Nieder mit dem NATO-Krieg gegen Libyen!

Im März beschloss die UNO eine militärische Einmischung in den libyschen Bürgerkrieg zwischen der Regierung von Muammar al-Gaddafi und der Opposition im Osten des Landes. Deutschlands Regierung profilierte sich am Anfang des Konfliktes mit einem Alleingang. Die Enthaltung bei der Abstimmung über die UN-Kriegsresolution 1973 war ein Zeichen der Stärke des deutschen Imperialismus. Die Zeiten, in denen die USA auf automatische deutsche Unterstützung zählen konnten, sind lange vorbei. Doch hinter diesem Alleingang stand auch die Angst, in ein militärisches Abenteuer hineingezogen zu werden, dessen Ausgang offen ist. Die Landtagswahlen in Sachsen-Anhalt und Baden-Württemberg, die kurz nach der Abstimmung in der UNO anstanden, durften ein weiterer Grund für die Enthaltung gewesen sein. Auch die Ankündigung, das deutsche Kontingent bei der Besatzung Afghanistans aufzustocken, zeigt, dass für den deutschen Imperialismus andere Prioritäten gelten.

Nachdem der Kriegseinsatz gegen Libyen losging, stieg Deutschland aber bei der Diskussion, wie es mit Libyen nach einem Sturz Gaddafis weitergehen solle, wieder voll ein. Auch Deutschland hat ein Interesse daran, dass eine neue Regierung weiterhin Öl liefert. Es gibt jedoch noch einen anderen Grund, warum man in Libyen eine dem westlichen Imperialismus wohlgesinnte Regierung braucht: Als Pufferstaat gegen Flüchtlinge, die dem Elend und dem Chaos, Folgen des kapitalistischen Weltmarktes in ihren Ländern, entfliehen wollen. Gaddafi war für die EU eine nützliche Autorität gewesen, als es darum ging, einen Vorposten für die rassistische Festung Europas zu haben. Man bezahlte ihn, damit er die afrikanischen Flüchtlinge, die nach Europa wollten, aufhielt.
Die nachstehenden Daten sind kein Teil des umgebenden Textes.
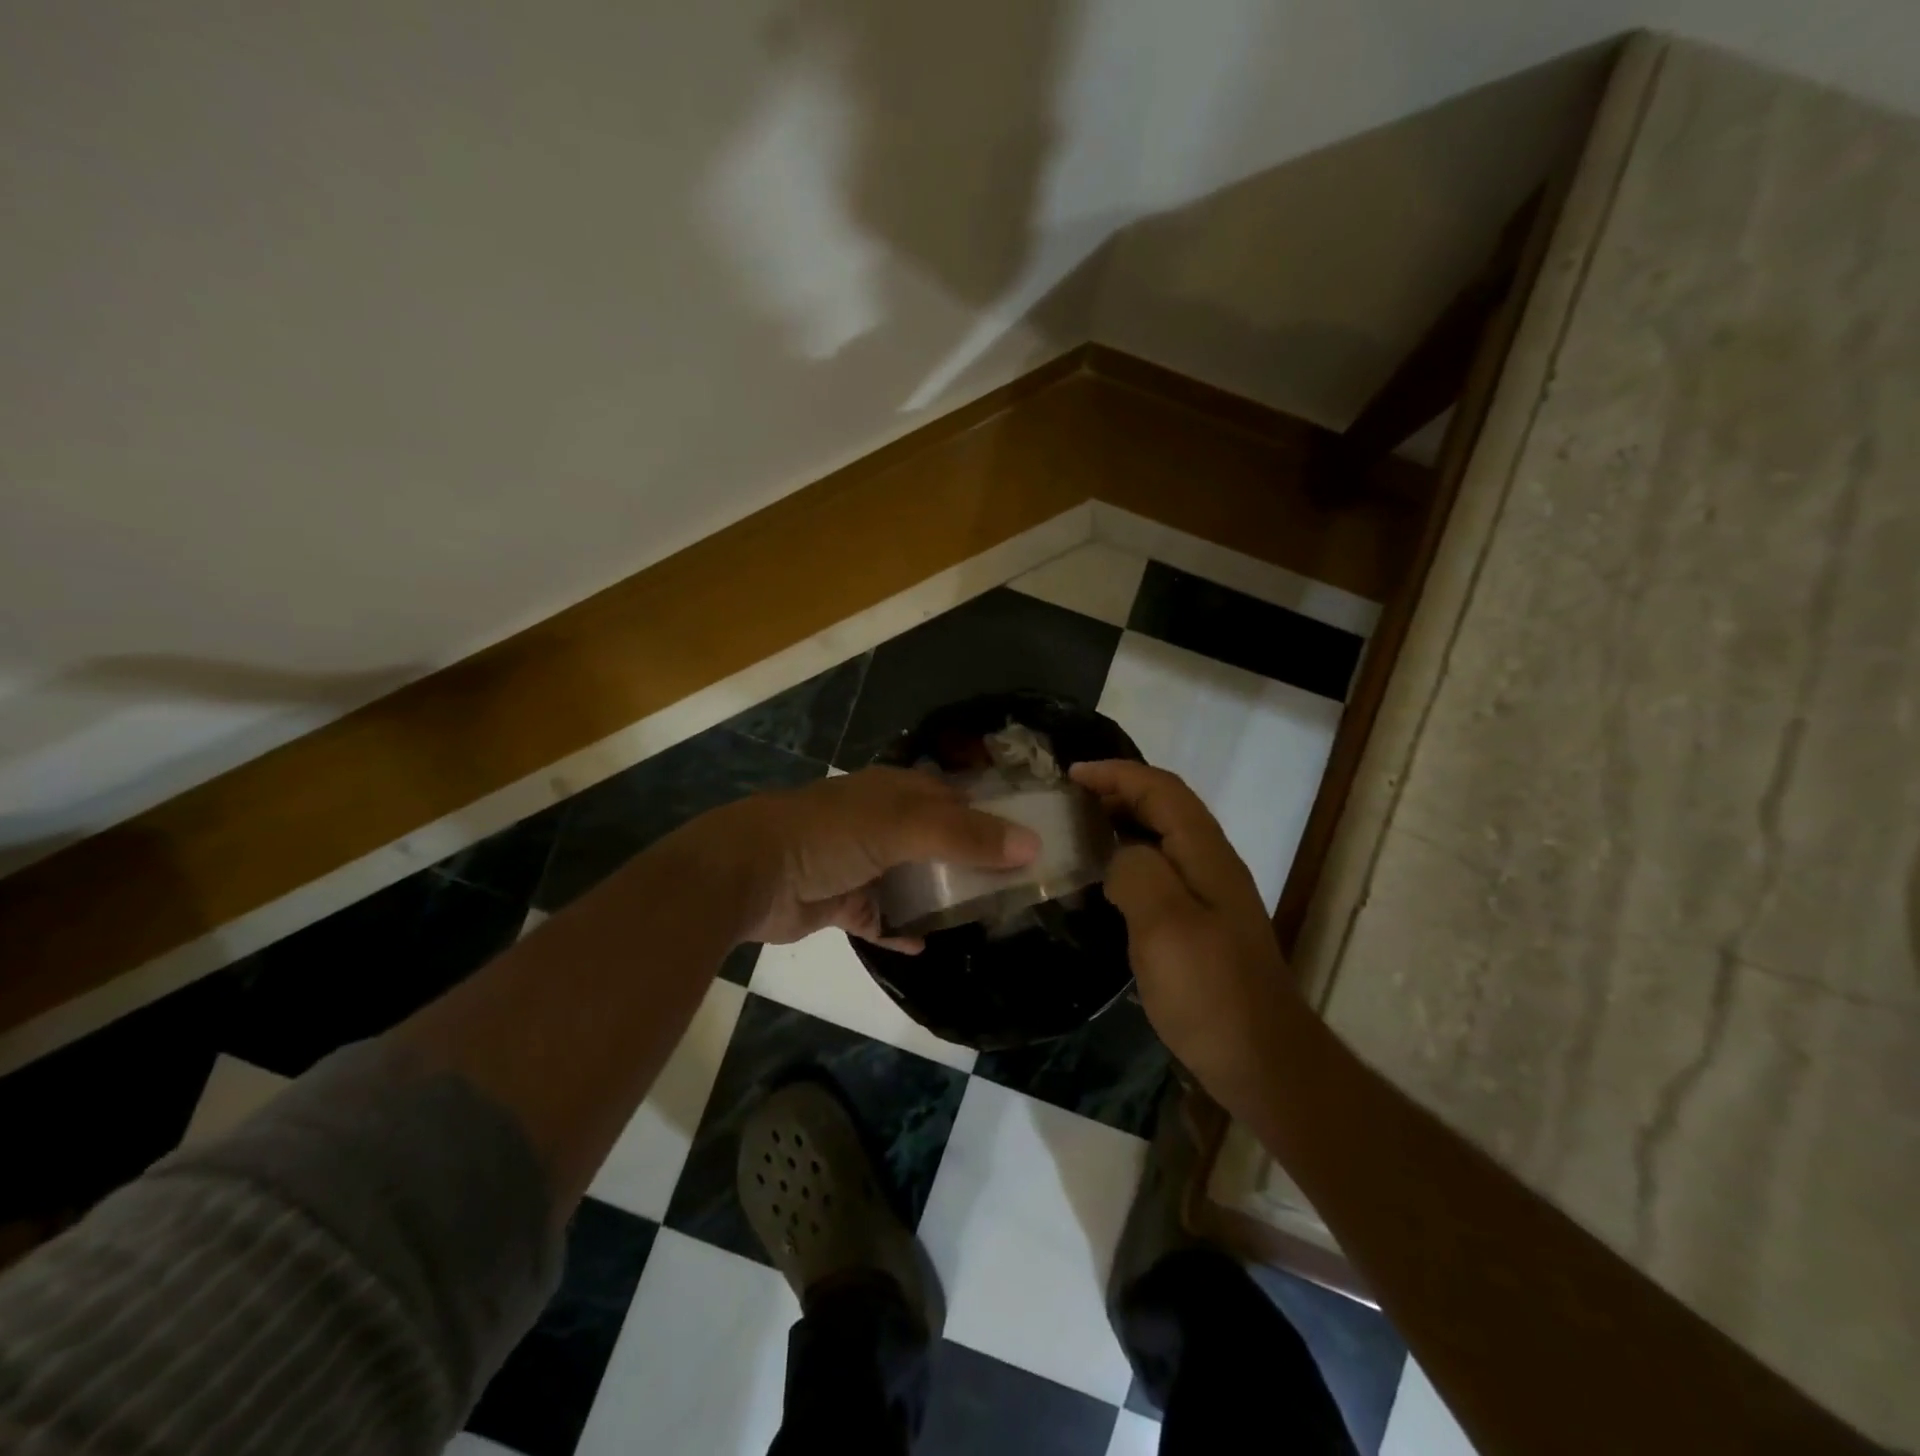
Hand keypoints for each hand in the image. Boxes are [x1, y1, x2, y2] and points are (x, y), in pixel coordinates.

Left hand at [704, 767, 1039, 950]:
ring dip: (939, 896)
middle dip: (971, 861)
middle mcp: (881, 823)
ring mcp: (860, 863)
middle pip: (937, 841)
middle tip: (1014, 889)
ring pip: (912, 879)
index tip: (1030, 843)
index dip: (991, 816)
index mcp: (895, 793)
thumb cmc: (829, 836)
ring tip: (981, 918)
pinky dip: (899, 929)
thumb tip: (1032, 846)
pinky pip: (880, 917)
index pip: (955, 799)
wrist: (749, 874)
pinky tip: (923, 944)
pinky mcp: (842, 901)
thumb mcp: (902, 826)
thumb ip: (965, 835)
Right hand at [1070, 760, 1299, 1104]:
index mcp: (1206, 855)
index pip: (1161, 790)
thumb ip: (1137, 873)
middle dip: (1118, 794)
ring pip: (1162, 840)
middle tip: (1069, 804)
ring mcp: (1210, 897)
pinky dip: (1128, 861)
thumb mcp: (1165, 926)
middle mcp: (1211, 865)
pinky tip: (1104, 884)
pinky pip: (1160, 873)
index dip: (1117, 774)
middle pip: (1165, 808)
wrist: (1261, 1061)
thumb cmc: (1210, 992)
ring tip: (1078, 836)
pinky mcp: (1201, 926)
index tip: (1071, 775)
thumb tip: (1118, 856)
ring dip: (1122, 826)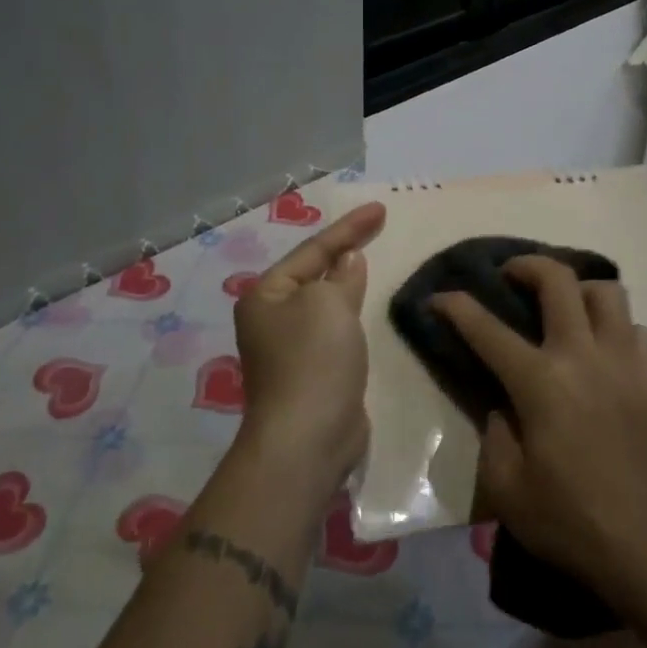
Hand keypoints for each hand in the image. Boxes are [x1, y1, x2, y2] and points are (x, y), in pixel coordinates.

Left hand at [232, 201, 386, 494]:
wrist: (308, 438)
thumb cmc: (313, 359)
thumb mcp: (330, 303)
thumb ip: (342, 276)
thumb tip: (348, 261)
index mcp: (265, 294)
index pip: (312, 249)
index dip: (349, 227)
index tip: (381, 208)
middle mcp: (271, 317)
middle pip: (314, 272)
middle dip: (344, 249)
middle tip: (378, 225)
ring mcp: (289, 347)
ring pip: (325, 301)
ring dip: (347, 281)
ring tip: (372, 256)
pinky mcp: (311, 371)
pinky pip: (334, 328)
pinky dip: (351, 312)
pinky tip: (365, 304)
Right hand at [432, 257, 646, 595]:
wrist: (645, 545)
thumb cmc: (568, 519)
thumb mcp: (505, 487)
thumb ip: (494, 433)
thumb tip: (503, 404)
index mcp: (540, 382)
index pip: (487, 329)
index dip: (456, 306)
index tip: (439, 297)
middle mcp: (583, 356)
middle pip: (558, 280)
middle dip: (527, 265)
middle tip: (511, 276)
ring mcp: (623, 363)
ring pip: (607, 292)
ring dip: (579, 289)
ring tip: (564, 306)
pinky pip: (636, 329)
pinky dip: (617, 327)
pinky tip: (603, 347)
Ein Vorfall im Mittelmeer verdeutlichte die Barbarei, die vom Imperialismus und seinen Kriegen ausgeht. Ein Flüchtlingsboot, das Ende März in Tripolis gestartet war, kam in Seenot. Trotz der erheblichen Präsenz der imperialistischen Flotte und trotz eines Seenotrufes der Flüchtlinge, griffen die Kriegstreiber nicht ein, und ließen die Flüchtlinge auf offener See sterben. Von 70 gestarteten Flüchtlingen überlebten lediglich 10. Der Rest starb, unter Aufsicht der NATO-Marine, an Hunger und Durst.

Opposition in Libyen: Stiefellecker des Imperialismus

Innerhalb der Linken und Arbeiterbewegung existiert allgemeine Verwirrung in der Frage, wie man die Opposition zu Gaddafi einschätzen soll. Nachdem in Tunesien und Ägypten Massenbewegungen für ein Ende der jeweiligen Regierungsführer sorgten, war man erst erfreut darüber, dass es auch in Libyen zu Protesten kam, und dann um so verwirrter, als die Opposition innerhalb kürzester Zeit die UNO, die EU und die NATO anflehte, ihnen Gaddafi mit militärischen Mitteln vom Hals zu schaffen.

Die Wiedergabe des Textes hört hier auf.